Please print the data again exactly as given.

Start of Dataset content

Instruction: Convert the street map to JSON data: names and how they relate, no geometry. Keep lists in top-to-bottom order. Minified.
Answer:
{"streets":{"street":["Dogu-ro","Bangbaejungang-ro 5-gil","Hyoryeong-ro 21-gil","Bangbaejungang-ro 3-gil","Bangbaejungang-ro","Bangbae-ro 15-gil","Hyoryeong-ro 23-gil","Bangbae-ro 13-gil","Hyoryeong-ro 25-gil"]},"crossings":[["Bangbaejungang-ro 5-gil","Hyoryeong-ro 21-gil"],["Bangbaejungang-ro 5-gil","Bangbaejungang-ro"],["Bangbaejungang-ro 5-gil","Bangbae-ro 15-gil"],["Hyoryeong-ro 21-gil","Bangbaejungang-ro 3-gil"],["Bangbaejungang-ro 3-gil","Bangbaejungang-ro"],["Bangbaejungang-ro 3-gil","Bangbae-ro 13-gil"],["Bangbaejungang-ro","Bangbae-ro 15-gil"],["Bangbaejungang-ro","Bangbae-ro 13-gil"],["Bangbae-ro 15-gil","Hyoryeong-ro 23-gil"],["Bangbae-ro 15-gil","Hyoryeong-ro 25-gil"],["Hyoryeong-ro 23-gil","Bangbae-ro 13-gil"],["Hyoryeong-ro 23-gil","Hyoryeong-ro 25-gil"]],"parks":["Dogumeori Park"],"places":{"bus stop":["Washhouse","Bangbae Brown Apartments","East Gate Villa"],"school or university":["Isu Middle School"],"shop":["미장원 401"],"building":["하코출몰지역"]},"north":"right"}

End of Dataset content

_Reply to the exercise_.
Instruction: Convert the street map to JSON data: names and how they relate, no geometry. Keep lists in top-to-bottom order. Minified.
Answer:
{"streets":{"street":["Dogu-ro","Bangbaejungang-ro 5-gil","Hyoryeong-ro 21-gil","Bangbaejungang-ro 3-gil","Bangbaejungang-ro","Bangbae-ro 15-gil","Hyoryeong-ro 23-gil","Bangbae-ro 13-gil","Hyoryeong-ro 25-gil"]},"crossings":[["Bangbaejungang-ro 5-gil","Hyoryeong-ro 21-gil"],["Bangbaejungang-ro 5-gil","Bangbaejungang-ro"],["Bangbaejungang-ro 5-gil","Bangbae-ro 15-gil"],["Hyoryeong-ro 21-gil","Bangbaejungang-ro 3-gil"],["Bangbaejungang-ro 3-gil","Bangbaejungang-ro"],["Bangbaejungang-ro 3-gil","Bangbae-ro 13-gil"],["Bangbaejungang-ro","Bangbae-ro 15-gil"],["Bangbaejungang-ro","Bangbae-ro 13-gil"],["Bangbae-ro 15-gil","Hyoryeong-ro 23-gil"],["Bangbae-ro 15-gil","Hyoryeong-ro 25-gil"],["Hyoryeong-ro 23-gil","Bangbae-ro 13-gil"],["Hyoryeong-ro 23-gil","Hyoryeong-ro 25-gil"]],"parks":["Dogumeori Park"],"places":{"bus stop":["Washhouse","Bangbae Brown Apartments","East Gate Villa"],"school or university":["Isu Middle School"],"shop":["미장원 401"],"building":["하코출몰지역"]},"north":"right"}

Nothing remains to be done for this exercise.